阎以鹤每天躺着的时候, 就在本子上画基地的路线图,早晨吃完饭,他让景阮扶着自己出去散步。
每到一处, 他就会把所有的建筑分布记在脑中, 回来就把图画出来,整个基地的图已经画了有一大半,剩下的地方是他现在的身份去不了的地方,得等以后才有机会。
画完图后, 他会要求孩子把这些所有的地形分布, 一天记一点,让他养成习惯。
阎以鹤还让孩子每天去学校上学后,把今天见过的所有人的长相和学的东西记下来, 晚上回来便把这些人画出来。
小石头一开始只能画一个大概, 根本认不出来画的人长什么样子,但时间长了, 一天比一天精进, 每天学的东西阎以鹤都会让孩子复述一遍,帮他筛选有用的东西。
阎以鹤翻着儿子今天画的画本子,现在基本上能看得出来画的人长什么模样,阎以鹤留意到其中一个小孩的长相,这个小孩子倒是很像某位长官。
“这个小孩, 是你的同班同学吗?叫什么名字?多大年纪了?”
小石头看了一下daddy指着的其中一张画像, daddy要他每天把新见过的人尽量画下来, 这个人是他上厕所时碰见的。
“好像是楼上的大哥哥,应该8、9岁?”
小石头有些不确定的回答。
因为他看着那个大哥哥往楼上走的,学校里最低年纪的班在一楼,越往上年级越大, 总共有四层楼,招收基地里所有的适龄孩子,可以一直读到十六岁。
“是吗,那小石头如果下次遇见,可以看仔细一点吗,最好想办法知道他姓什么,不要特意去问,可以听听别人叫他时,叫的什么名姓。
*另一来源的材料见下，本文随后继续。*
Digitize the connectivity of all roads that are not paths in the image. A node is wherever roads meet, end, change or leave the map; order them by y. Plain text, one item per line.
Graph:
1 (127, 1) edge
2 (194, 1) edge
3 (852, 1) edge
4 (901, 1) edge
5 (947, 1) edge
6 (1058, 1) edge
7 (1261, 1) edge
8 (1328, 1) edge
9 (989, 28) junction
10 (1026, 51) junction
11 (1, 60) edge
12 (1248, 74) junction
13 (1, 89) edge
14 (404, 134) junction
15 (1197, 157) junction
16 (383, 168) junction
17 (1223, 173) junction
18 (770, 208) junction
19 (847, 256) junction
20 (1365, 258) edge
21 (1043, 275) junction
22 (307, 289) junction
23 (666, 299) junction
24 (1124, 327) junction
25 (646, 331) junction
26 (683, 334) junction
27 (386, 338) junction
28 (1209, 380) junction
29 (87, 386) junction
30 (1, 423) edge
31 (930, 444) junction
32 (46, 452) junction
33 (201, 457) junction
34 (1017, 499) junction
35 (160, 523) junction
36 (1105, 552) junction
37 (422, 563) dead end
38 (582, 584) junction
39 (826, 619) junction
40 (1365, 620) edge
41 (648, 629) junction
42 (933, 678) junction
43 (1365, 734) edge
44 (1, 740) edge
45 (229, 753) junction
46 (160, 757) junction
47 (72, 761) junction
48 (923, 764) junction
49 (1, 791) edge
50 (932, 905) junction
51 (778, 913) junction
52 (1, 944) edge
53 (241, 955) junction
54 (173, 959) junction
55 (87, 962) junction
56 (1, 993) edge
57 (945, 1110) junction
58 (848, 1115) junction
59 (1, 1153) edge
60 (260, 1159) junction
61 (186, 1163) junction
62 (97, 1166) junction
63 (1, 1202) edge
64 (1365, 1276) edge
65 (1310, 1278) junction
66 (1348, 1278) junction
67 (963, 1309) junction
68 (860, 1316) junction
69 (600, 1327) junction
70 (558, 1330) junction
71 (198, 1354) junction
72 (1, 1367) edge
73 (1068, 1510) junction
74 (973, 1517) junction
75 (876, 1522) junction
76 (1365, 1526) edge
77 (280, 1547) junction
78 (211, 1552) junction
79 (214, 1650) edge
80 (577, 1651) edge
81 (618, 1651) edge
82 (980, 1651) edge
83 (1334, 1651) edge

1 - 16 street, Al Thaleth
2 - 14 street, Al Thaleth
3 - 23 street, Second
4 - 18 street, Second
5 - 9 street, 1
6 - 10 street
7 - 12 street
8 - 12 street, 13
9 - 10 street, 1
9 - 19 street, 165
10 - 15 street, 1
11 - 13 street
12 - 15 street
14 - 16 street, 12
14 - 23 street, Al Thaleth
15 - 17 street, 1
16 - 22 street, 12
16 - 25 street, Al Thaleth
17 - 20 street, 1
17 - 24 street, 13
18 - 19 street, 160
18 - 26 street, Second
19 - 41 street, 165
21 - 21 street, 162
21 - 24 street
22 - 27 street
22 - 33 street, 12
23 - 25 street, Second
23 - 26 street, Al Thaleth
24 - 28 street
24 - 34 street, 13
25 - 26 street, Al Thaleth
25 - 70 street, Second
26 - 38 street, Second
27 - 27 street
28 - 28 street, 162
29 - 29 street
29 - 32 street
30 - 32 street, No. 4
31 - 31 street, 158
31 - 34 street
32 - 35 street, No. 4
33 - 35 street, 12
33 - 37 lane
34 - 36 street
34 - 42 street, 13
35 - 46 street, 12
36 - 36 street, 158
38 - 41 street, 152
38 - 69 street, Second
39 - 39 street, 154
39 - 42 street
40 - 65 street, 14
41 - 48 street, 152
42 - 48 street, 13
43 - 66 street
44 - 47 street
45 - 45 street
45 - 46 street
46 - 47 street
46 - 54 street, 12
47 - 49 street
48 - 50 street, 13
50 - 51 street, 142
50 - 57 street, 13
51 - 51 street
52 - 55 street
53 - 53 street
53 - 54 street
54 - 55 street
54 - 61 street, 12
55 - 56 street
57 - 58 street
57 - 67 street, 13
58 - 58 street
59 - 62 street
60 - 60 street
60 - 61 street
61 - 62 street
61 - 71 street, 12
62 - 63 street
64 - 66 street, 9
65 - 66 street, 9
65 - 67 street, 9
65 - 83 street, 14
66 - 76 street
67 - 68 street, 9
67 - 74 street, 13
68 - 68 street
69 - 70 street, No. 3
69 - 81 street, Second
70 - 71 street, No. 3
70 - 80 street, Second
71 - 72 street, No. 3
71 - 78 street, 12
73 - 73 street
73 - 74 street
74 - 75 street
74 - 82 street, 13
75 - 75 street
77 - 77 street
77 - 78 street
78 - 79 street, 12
”
阎以鹤把画册里的几张画像下方折了一个角,他让儿子认真看,记住这几个人。
“这几个人,不出意外的话,他们的父亲应该是有职位的,前面这两个人的父亲daddy见过,这两张画像上的人,应该就是这两个人的孩子,后面这两位daddy的猜测倾向于百分之八十是长官后代。”
“daddy教你这些,是要你理清身边所有人的身份还有性格,必要时你可以利用他们来达成你的目的。”
“因为你手上什么好牌都没有,这时候我们就需要借力,你可以慢慢摸索,看看这个小朋友他喜欢什么,今天有什么烦恼没有?你能不能帮他解决?”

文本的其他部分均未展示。